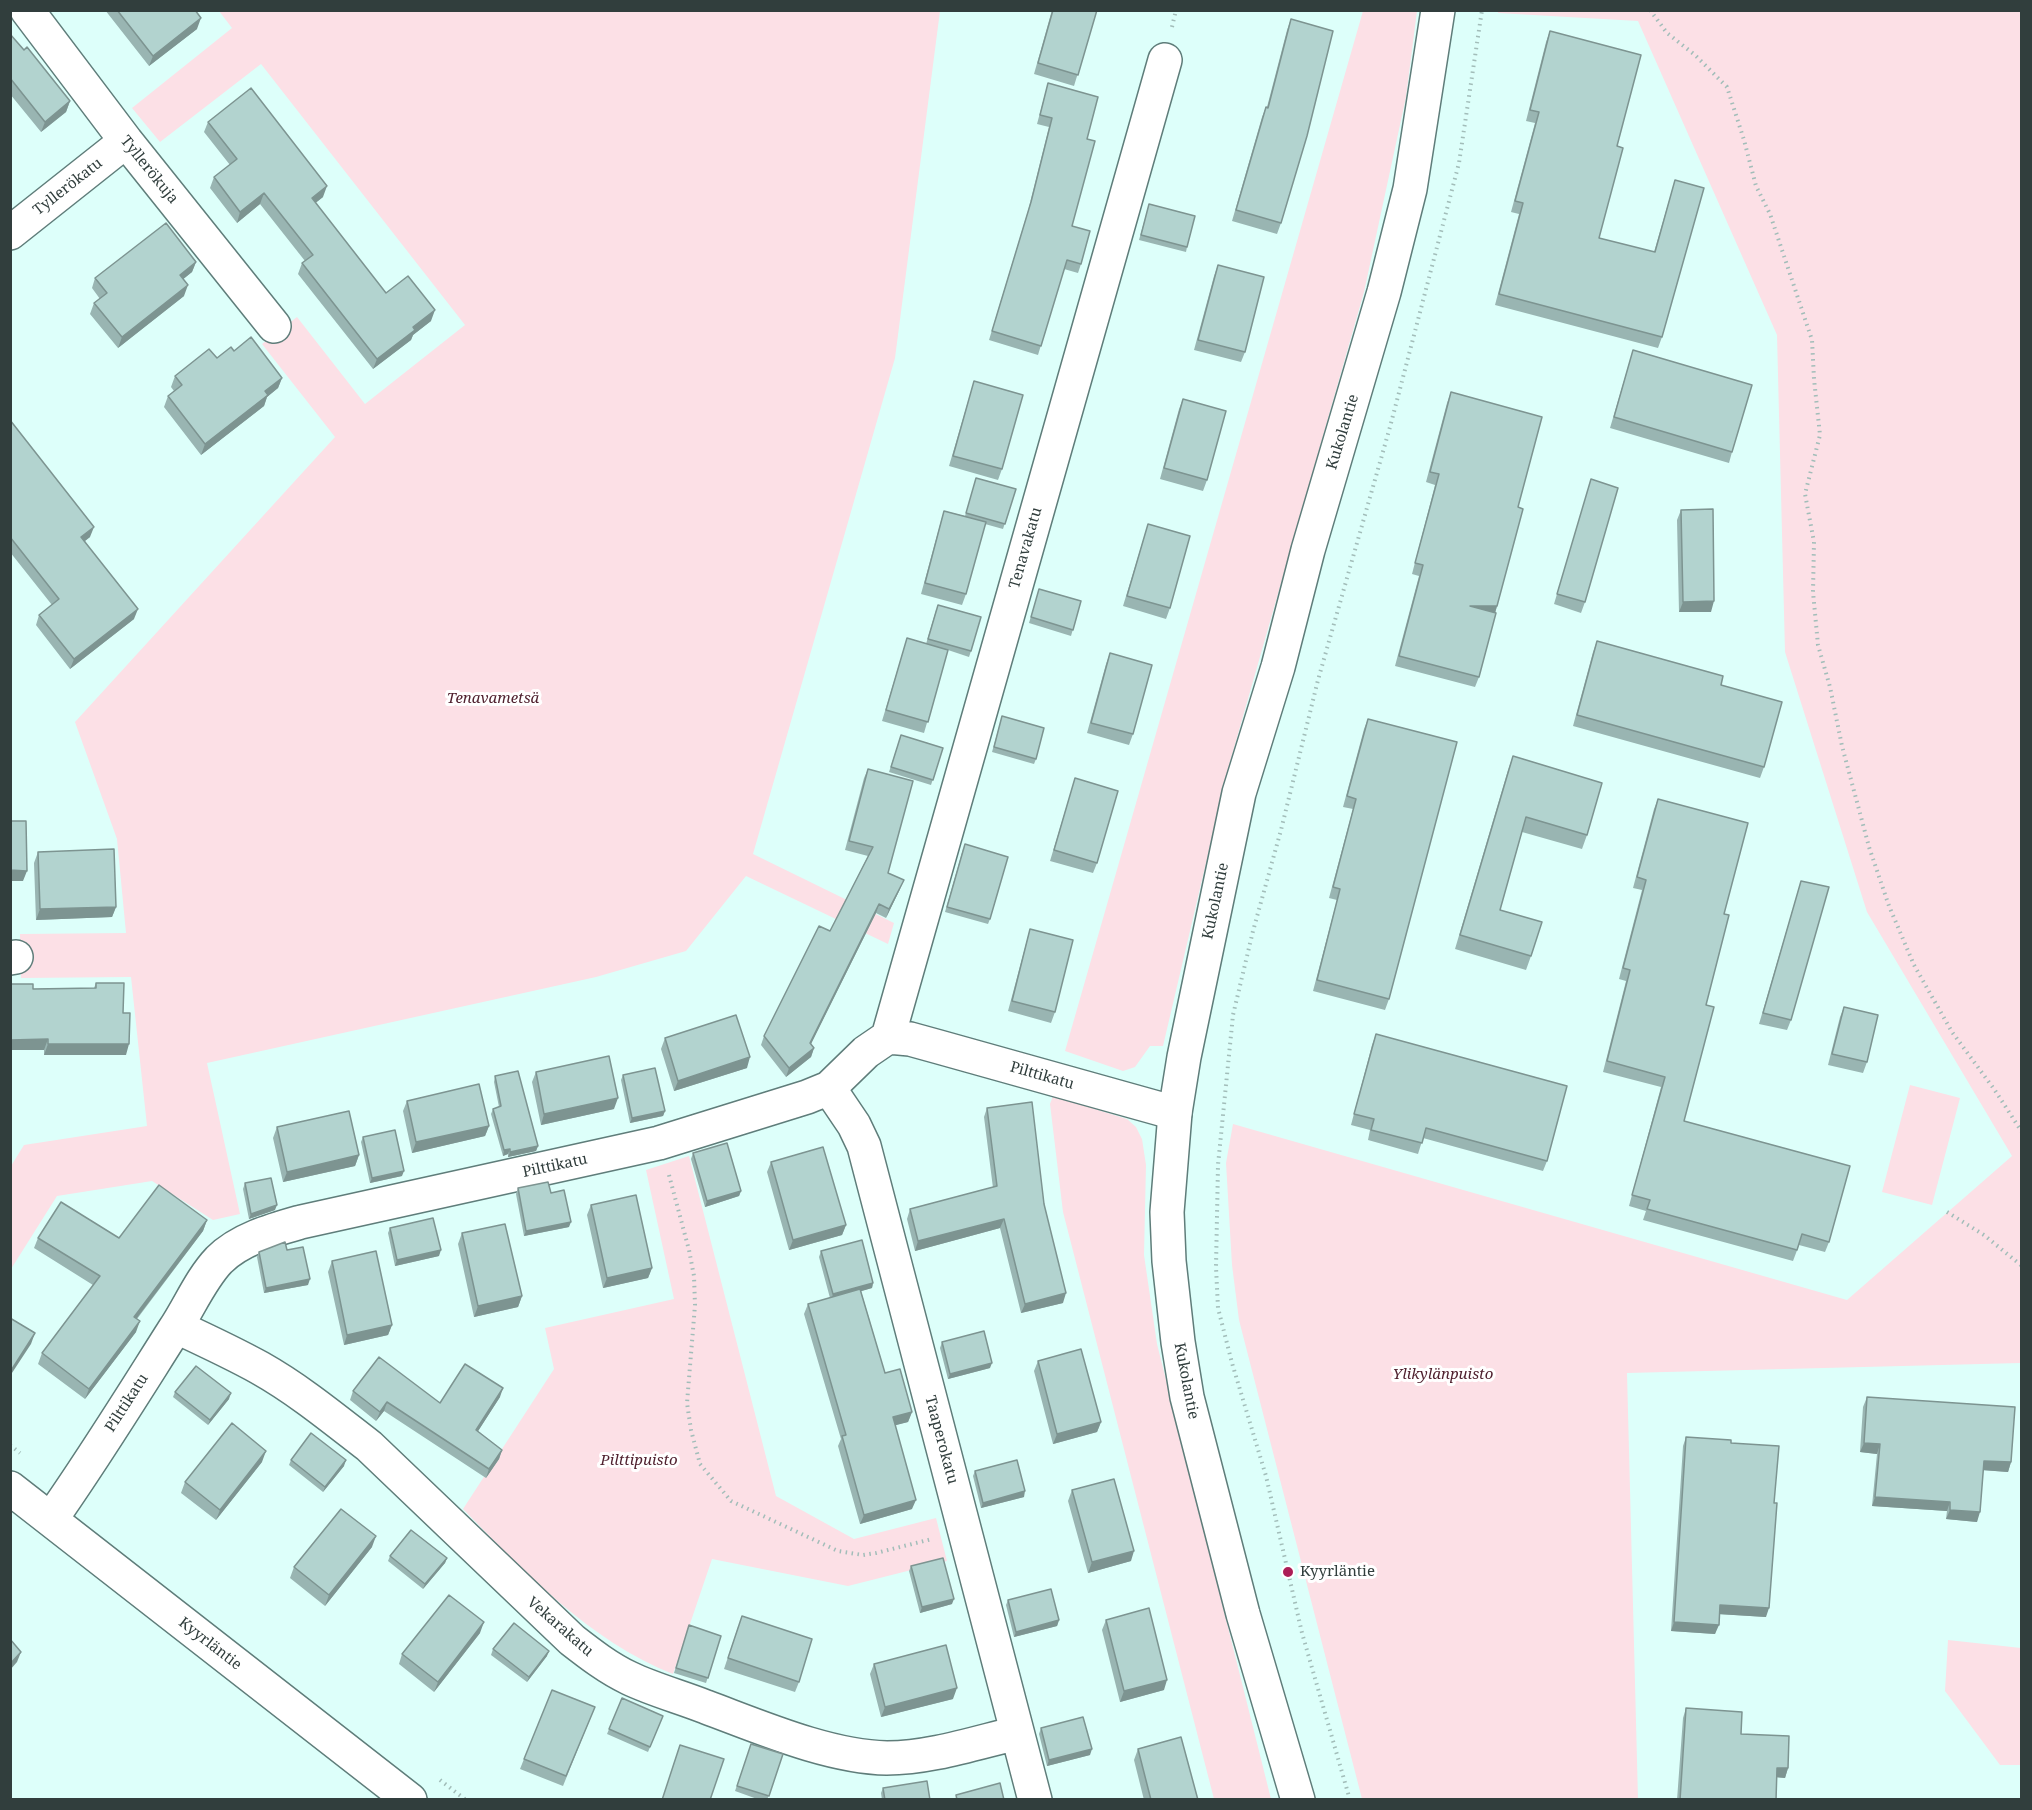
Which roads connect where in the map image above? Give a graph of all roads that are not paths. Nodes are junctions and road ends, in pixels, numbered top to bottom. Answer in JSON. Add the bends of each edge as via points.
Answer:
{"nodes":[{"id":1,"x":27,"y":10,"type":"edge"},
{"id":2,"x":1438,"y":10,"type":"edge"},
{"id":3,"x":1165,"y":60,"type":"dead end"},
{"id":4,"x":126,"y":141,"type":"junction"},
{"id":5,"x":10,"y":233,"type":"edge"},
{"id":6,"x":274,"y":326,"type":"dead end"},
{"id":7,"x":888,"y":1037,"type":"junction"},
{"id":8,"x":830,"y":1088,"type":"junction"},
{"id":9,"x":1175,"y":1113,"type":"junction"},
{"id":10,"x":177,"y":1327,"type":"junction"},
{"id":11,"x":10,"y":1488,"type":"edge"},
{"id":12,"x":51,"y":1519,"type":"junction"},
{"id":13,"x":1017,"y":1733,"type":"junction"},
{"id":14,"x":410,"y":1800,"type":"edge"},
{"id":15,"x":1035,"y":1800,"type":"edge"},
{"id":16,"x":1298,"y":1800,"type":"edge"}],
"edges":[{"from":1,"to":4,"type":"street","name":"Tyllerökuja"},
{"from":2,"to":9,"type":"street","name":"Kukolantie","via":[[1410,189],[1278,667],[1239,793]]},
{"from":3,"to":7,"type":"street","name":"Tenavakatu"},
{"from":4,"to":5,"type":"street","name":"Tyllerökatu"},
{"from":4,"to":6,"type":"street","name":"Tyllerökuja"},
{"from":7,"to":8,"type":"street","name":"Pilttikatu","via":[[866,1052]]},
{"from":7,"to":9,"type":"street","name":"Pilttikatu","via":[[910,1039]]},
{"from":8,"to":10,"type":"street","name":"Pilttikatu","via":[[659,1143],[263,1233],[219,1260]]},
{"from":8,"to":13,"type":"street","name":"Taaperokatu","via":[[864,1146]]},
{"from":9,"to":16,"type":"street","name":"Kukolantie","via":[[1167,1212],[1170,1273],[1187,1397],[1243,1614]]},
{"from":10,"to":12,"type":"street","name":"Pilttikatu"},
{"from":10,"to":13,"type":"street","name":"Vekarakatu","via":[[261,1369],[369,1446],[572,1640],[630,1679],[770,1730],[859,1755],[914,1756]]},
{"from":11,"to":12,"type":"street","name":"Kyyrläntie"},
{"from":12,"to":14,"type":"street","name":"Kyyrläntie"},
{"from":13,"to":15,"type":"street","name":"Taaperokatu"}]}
====
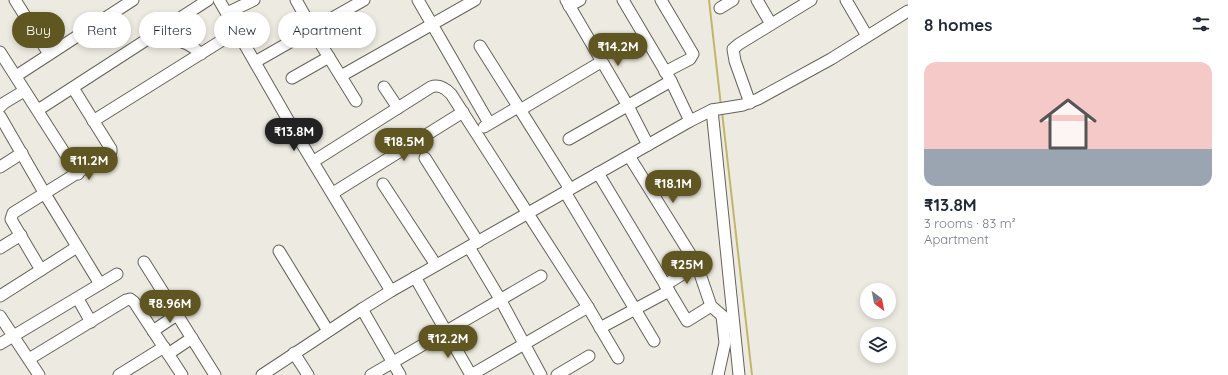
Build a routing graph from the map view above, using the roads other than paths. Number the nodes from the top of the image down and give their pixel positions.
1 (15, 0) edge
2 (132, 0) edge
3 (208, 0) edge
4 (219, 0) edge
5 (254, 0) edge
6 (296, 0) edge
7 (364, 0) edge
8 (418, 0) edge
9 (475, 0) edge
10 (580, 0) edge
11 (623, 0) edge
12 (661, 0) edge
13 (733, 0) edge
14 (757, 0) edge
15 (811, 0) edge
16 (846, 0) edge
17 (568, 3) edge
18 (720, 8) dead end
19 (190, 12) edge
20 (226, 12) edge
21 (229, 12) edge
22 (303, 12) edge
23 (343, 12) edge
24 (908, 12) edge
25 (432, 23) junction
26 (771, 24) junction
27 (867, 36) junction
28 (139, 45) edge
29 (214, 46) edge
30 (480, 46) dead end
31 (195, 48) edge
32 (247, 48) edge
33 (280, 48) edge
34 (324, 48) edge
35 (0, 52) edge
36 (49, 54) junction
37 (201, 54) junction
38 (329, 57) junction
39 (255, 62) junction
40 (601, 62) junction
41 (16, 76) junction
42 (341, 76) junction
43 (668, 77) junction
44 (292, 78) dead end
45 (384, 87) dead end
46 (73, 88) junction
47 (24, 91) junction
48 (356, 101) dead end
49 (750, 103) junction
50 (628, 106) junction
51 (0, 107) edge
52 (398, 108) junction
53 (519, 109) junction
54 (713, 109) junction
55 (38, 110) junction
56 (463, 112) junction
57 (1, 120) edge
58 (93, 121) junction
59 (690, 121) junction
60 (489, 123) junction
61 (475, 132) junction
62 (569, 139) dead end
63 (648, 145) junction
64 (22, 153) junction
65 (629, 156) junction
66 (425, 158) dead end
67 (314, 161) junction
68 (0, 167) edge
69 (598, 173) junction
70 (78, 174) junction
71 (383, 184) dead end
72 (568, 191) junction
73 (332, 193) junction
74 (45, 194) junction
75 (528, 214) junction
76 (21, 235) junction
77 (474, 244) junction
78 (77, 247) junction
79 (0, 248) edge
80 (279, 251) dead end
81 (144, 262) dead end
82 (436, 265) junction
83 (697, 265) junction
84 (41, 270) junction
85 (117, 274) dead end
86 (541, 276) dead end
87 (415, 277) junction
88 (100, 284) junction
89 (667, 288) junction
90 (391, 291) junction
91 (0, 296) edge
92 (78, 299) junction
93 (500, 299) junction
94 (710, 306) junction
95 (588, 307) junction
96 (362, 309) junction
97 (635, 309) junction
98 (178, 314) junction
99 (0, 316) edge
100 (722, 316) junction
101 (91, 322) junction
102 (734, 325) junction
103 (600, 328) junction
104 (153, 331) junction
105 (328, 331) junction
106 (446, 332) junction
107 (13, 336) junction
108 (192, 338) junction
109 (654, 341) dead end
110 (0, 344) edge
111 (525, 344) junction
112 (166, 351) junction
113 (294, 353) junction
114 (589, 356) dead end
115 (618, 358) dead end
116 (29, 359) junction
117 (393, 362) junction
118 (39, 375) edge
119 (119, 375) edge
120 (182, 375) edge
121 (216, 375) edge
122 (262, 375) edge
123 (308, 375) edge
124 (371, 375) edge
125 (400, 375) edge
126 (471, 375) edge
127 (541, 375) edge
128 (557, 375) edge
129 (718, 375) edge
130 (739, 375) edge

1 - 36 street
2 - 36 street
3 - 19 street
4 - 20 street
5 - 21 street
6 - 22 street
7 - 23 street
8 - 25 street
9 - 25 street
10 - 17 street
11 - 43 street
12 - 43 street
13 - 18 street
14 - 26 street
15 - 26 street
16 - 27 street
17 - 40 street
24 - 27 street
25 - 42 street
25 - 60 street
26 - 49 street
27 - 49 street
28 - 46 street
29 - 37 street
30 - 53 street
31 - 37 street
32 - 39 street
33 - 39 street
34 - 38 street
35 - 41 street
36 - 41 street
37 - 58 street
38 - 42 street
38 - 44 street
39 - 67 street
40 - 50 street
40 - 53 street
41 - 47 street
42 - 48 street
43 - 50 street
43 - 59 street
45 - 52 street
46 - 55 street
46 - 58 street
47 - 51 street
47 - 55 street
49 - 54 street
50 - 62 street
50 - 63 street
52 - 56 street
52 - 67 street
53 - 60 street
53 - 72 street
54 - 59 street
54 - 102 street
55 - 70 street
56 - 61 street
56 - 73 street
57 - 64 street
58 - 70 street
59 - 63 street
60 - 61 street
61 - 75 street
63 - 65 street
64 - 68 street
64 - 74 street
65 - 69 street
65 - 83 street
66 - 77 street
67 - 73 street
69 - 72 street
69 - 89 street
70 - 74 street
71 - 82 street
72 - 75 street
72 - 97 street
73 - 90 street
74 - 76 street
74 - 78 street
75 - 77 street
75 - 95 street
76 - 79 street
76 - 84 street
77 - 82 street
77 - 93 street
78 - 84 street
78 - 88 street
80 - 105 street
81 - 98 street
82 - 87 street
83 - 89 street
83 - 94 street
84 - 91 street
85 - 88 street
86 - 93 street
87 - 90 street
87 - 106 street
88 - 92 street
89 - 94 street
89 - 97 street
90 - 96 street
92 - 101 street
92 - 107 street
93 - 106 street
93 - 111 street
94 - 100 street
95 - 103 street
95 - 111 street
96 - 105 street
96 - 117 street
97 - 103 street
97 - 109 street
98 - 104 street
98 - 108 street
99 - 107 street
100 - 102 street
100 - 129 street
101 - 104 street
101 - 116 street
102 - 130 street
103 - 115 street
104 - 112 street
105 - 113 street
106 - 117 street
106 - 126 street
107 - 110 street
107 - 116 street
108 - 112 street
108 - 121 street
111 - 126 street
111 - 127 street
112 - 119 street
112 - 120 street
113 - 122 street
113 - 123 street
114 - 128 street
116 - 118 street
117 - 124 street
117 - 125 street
====
- **What you should do**
From the data above, copy each line that holds "Tyllerökuja".

- **Answer to this problem**
"edges":[{"from":1,"to":4,"type":"street","name":"Tyllerökuja"},
{"from":4,"to":6,"type":"street","name":"Tyllerökuja"},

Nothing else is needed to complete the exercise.